C’est un résumé très sommaire et réducteur de ce livre, qui est vraiment très riche et passionnant. L’auteur, d’une manière très judicieuse, fait des rapprochements quelques analyses et questionnements sur des pratiques culturelles plus actuelles, comme le cinéma, même si c’est à la marge.



Le livre apparaît toutefois comme daté (1997) sur un point précis, paradoxalement en évoquant une conception propre à l’époque où il a été écrit. Laurent Thirouin pose que l’art n’est plus considéré que par sa valeur esthétique, et refuse d’être évalué par d’autres critères dont les critères moraux, refuse toute contrainte sociale ou utilitaire. Or dans la trentaine d’année écoulé les choses ont complètement changé. Régulièrement des œuvres d’art ou artistes sont mis en cause pour le contenu de leurs créations, ou pour leurs comportements ou propos. A titre d’exemple, qui me paraît assez bien résumer la problématique, je vais citer un article paru dans le journal Le Monde le 27 janvier 2023. L’article concernait Bastien Vivès et l’annulation d’une exposition de ses œuvres à Angoulême. Etait interrogés André Gunthert, historien des cultures visuelles et Carole Talon-Hugon philosophe.

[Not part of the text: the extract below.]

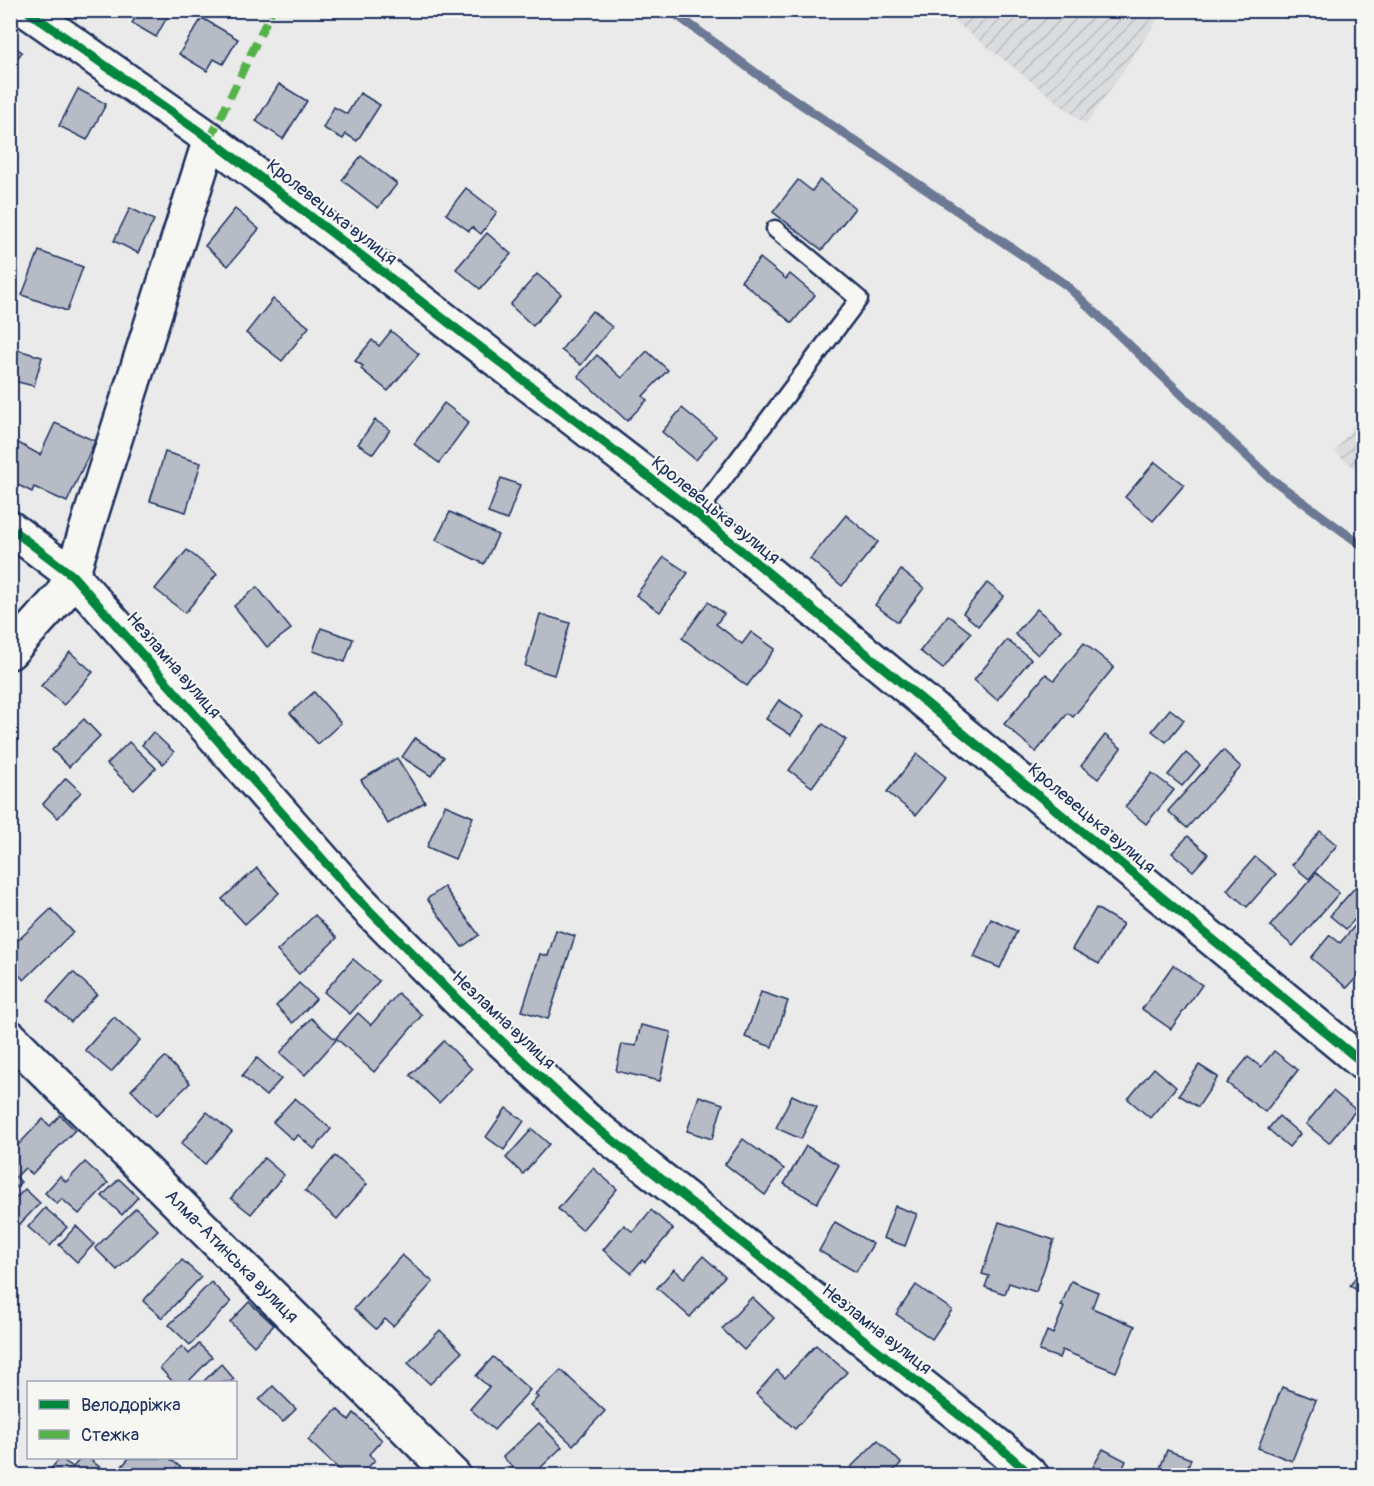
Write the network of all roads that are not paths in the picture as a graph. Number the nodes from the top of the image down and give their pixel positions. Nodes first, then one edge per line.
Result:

Le titre était extrait d’une phrase de cette dernière « La valeur morale d’une œuvre fait partie de sa valeur artistique ». Elle questionne la possibilité de monter le mal : « ...s’il est possible de montrer le mal à des fins de moralisation, il faut alors que cette dimension de désapprobation soit sensible .. ». Platon se retrouve, exactement comme chez les moralistes du XVIIe, mis à contribution.



Ce qui montre à quel point le livre de Laurent Thirouin reste d’actualité...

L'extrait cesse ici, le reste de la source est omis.